Training-induced increases in sea-level performance are enhanced by acute intermittent hypobaric hypoxia

Abstract

The goal of this study was to investigate to what extent intermittent exposure to altitude in a hypobaric chamber can improve performance at sea-level. Over a 10-day period, elite male triathletes trained for 2 h each day on a cycle ergometer placed in a hypobaric chamber. Training intensity was 60–70% of the heart rate reserve. Eight subjects trained at a simulated altitude of 2.500 m (hypoxia group), the other eight remained at sea-level (sea-level group). Baseline measurements were done on a cycle ergometer at sea-level, which included an incremental test until exhaustion and a Wingate Anaerobic Test.
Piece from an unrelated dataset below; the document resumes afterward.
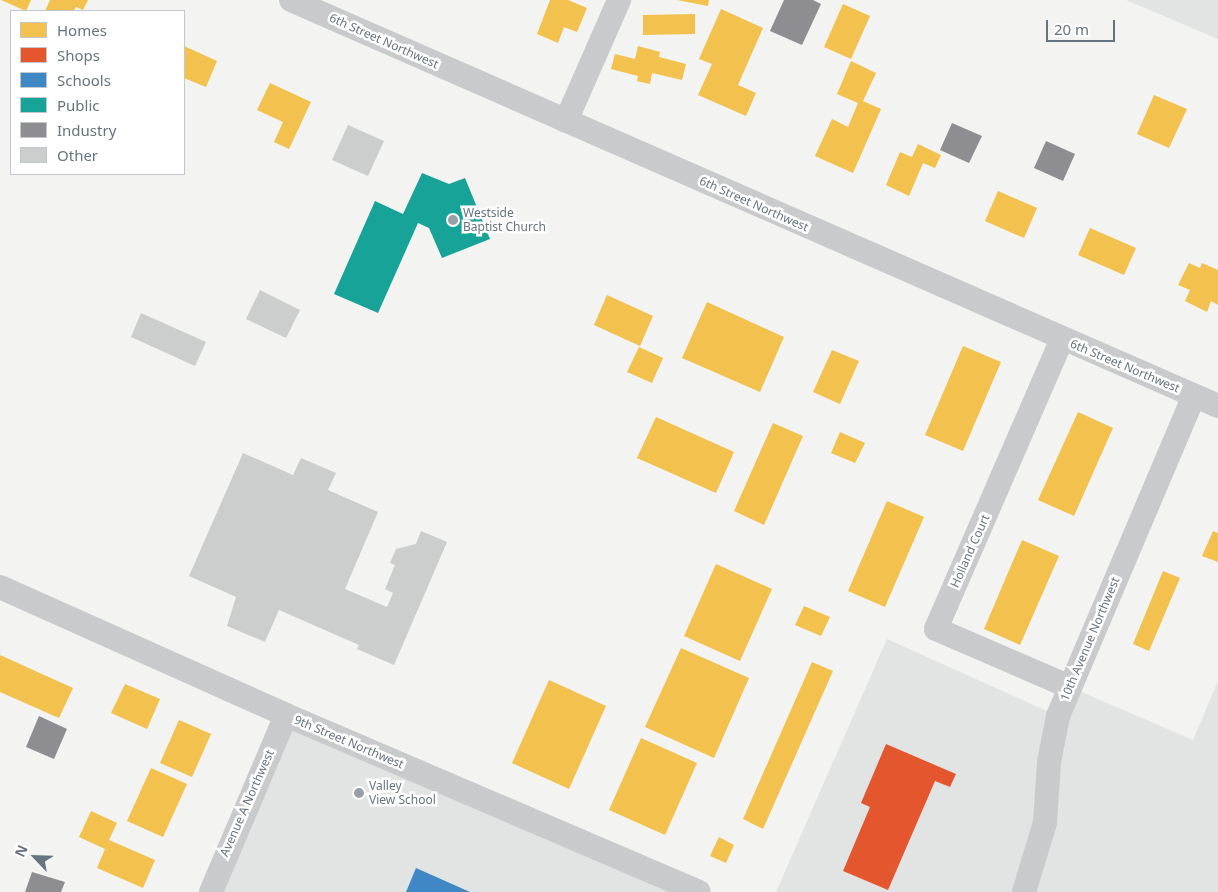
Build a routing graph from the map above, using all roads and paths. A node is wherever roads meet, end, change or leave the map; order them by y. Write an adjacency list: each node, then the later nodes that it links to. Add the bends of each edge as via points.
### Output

Nine days after training in hypoxia, significant increases were seen in all important parameters of the maximal aerobic as well as the anaerobic test. A significant increase of 7.0% was seen in the mean maximal oxygen uptake per kilogram body weight (\(\dot V{\rm O}_{{\rm 2max}} \) ), and the mean maximal power output per kilogram body weight (W _max) increased significantly by 7.4%. The mean values of both mean power per kilogram body weight and peak power per kilogram body weight increased significantly by 5.0%, and the time-to-peak decreased significantly by 37.7%. In the sea-level group, no significant changes were seen in the above-mentioned parameters of both the maximal aerobic and the maximal anaerobic test at the second post-test. The results of this study indicate that intermittent hypobaric training can improve both the aerobic and the anaerobic energy-supply systems.